Moderator's note: Clever idea, Frank. By the way, Frank's right, a wire-lead HC-18/U fits perfectly across 3 pins of a normal DIP socket. I'd recommend using the best DIP sockets you can afford for this application...the ones with round "machined" pins hold the crystal nice and tightly.
Viral protection
Each day, computers are becoming more and more an integral part of our ham radio stations. From Terry Huckleberry N5FYI come these tips on protecting your computer from a dreaded viral attack: "Most virus infections occur as a result of exchanging floppy disks. The best mainline protection against infection is therefore the pre-screening of ANY and ALL incoming floppies...even before reading the disk's directory! By merely typing 'dir' for an infected disk, you can spread the virus to your own hard drive!
Most viruses also lie dormant for a period of time, before self-activating and causing any critical damage to your system. During their 'dormant' stage, however, the virus can be 'reproducing', spreading itself into other areas of your system, virtually undetected. The sinister virus programmers aren't looking for 'instant destruction', but rather for the widespread latent destruction made possible by waiting patiently to attack. This is one of the features that makes the more sophisticated viruses so devastating. Early discovery and elimination ends the virus' life-cycle.
The solution? Virus scan EVERYTHING that you import into your computer before doing anything with that program. Scan all outside floppies before even reading their directories. A friend of mine recently downloaded a virus scanner and found that there was a virus in the zip file of the virus scanner itself! Scan each installation of every program or data file...in most cases, you can stop the viral spread beyond the initial file that contains the disease if you're consistent with this policy.
Any virus detected should be considered dangerous!
A further warning...even factory-sealed program disks can't be considered absolutely viral-free, and due to the way in which files are often packaged, a program loaded directly from a factory boxed disk can't usually be fully virus scanned until it's installed on your system. The best policy then is to re-scan for viruses after each installation (and before actually running the program) on any newly installed outside programs. This may seem extreme to some, but so is the damage that can occur from an infected outside disk...ultimately, of course, it's your choice."
Moderator's note: Terry brings up some important points. It's a shame that we even have to worry about things like this, but we've all heard the horror stories of the reality of intentional viruses. As programming techniques and packaging alternatives become more sophisticated, it may be less likely that viruses will be able to spread as readily as they do today, but until that time, it's best to stick with the safest approach.
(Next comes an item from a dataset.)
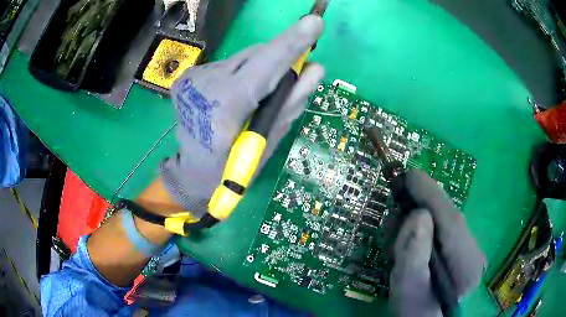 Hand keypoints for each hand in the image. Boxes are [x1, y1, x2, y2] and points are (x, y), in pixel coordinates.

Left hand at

There are numerous virus scanning programs available today, and Terry mentioned that he's had good results with F-Prot and Thunderbyte virus scanners to name just two. Additionally, make sure that your anit-virus program is a recently updated version...as the anti-virus scanners become more adept at ferreting out the culprits, the virus programmers counter with sneakier viruses...reminiscent of the old nuclear "Cold War" days!
Dispelling the equalizing resistor myth
This month, Rich Measures, AG6K, of Somis, California, helps to straighten out some of the confusion surrounding the why's and why not's of using equaling resistors and capacitors across high voltage diodes . "In days of yore, when silicon diodes were first introduced to the consumer electronics market, the absolute 'need' for equalizing resistors and equalizing capacitors across the newly discovered critters was admitted by virtually everyone 'in the know'. Today, things are a lot different. Silicon rectifier manufacturing technology has come a long way, and inherent similarity from device to device is the norm, not the exception. So are equalizing resistors and equalizing capacitors across the current offering of silicon rectifiers really needed now?
No, in fact, they can actually cause problems of their own in the series high-voltage power supply circuits found in most amateur HF linear amplifiers. Here's why: the little 1/2 watt carbon composition resistors normally used in this service were never designed to handle more than about 350 volts maximum DC across their relatively small carbon elements; most high voltage diode stacks used in modern linears are expected to carry twice that voltage...or more...safely. So over time, internal stresses within these 350 volt resistors can eventually cause one or more to break down - usually by decreasing gradually in value - and then the domino effect takes over. In short, one or more resistors failing, putting that much more strain on the rest, and eventually causing catastrophic failure of otherwise perfectly good parts in a series circuit such as the one described.
Instead of using equalizing resistors and capacitors these days, just make sure that the total PIV of the entire silicon rectifier stack will handle the total peak voltage to be expected, with substantial safety margin to spare, and leave it at that.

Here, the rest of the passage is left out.